The problem is that the downloaded json-file then contains multiple arrays that can't be parsed. It looks something like this:

{"id":1383185,"tags":"new main default","file_url": "example1.com"} {"id":1383185, "tags":"vivid original alternative","file_url": "example2.com"}

Is there a way to extract values with the same key across multiple arrays?

1

There are 1 answers

4
anmaxvl On BEST ANSWER

You shouldn't be removing [ and ], since the returned object is a JSON array and setting the limit to 1 will return you an array with just one object in it. You need to parse the response content without modifications, i.e.

i = json.loads(r.text)

In case of limit==1 you will have:

[{'file_url': 'example1.com', ...}]

In case of limit==2 you will have:

[{'file_url': 'example1.com', ...}, {'file_url': 'example2.com', ...}]

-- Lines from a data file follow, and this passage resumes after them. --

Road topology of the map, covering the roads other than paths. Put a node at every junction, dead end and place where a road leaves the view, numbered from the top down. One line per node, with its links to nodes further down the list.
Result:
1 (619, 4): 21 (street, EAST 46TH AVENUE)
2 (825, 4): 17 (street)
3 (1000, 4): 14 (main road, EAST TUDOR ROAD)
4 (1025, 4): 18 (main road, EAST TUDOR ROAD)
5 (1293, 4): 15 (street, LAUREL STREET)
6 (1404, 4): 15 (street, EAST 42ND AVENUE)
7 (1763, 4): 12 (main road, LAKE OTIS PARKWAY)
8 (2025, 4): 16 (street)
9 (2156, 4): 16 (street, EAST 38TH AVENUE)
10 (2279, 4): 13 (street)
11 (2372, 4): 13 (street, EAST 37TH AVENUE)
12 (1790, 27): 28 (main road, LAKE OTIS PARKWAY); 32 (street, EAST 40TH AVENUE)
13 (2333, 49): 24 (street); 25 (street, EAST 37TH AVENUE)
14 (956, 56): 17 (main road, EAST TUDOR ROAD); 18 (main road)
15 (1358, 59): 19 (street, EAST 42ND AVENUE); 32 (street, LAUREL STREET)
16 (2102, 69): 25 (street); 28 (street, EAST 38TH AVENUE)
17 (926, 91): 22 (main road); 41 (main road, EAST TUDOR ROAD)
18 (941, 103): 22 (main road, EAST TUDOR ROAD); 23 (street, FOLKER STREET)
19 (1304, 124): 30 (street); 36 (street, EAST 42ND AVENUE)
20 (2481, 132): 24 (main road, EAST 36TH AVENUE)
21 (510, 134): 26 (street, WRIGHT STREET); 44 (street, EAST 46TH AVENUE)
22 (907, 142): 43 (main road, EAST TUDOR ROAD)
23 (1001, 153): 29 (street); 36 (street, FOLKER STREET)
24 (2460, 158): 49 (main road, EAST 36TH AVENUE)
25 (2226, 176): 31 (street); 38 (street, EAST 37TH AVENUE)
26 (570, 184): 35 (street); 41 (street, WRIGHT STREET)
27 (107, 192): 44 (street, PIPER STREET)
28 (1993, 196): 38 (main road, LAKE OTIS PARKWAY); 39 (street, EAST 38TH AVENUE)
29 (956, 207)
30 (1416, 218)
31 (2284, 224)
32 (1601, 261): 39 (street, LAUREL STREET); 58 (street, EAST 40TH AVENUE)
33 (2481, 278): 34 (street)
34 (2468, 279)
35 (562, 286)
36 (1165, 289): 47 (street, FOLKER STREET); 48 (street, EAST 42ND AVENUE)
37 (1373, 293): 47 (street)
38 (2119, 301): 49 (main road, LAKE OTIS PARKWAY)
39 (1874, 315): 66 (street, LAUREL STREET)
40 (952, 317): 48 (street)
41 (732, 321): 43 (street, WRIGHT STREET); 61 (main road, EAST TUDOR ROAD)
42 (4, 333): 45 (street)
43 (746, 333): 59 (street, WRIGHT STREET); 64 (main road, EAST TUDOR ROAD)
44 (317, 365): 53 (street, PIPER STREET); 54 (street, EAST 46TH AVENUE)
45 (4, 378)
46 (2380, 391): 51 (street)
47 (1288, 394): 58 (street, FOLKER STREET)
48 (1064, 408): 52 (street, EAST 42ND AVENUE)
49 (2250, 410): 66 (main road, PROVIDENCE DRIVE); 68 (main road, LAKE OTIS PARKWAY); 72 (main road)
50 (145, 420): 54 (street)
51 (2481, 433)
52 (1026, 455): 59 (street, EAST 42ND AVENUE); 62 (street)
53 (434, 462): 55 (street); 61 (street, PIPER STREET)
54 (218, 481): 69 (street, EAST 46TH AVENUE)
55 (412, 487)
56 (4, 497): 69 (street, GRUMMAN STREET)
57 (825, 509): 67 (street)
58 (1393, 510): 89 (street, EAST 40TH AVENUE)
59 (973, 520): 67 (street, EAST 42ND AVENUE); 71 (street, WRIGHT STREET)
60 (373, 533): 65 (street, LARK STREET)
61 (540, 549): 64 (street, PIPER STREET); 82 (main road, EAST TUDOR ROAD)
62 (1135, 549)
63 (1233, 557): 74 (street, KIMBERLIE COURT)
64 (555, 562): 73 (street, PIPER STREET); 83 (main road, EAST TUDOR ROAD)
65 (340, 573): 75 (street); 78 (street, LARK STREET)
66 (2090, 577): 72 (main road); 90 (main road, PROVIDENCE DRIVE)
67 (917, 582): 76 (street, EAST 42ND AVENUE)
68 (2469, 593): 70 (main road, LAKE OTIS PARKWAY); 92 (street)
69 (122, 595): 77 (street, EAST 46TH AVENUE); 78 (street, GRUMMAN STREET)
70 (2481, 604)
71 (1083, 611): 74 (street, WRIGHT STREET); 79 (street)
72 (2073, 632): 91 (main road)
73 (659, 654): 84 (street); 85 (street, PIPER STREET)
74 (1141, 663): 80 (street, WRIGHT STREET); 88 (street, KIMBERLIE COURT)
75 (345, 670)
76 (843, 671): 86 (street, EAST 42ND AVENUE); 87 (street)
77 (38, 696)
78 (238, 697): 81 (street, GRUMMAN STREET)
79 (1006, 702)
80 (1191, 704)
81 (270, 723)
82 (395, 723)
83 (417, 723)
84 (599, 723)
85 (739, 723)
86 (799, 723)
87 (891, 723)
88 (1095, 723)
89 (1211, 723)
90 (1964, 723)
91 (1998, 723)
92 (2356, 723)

etc. By removing [ and ], json.loads tries to treat the response as a single JSON object, instead of a JSON array of objects, i.e. trying to parse something like:

{"file_url": "example1.com", ...}, {"file_url": "example2.com", ...}

which is not a valid JSON

That being said, you would have to do something like this:

r = requests.get(...)
response_content = json.loads(r.text)
for obj in response_content:
    file_url = obj['file_url']
    # Do something with your file_url here. Ex. append to list m.append(file_url)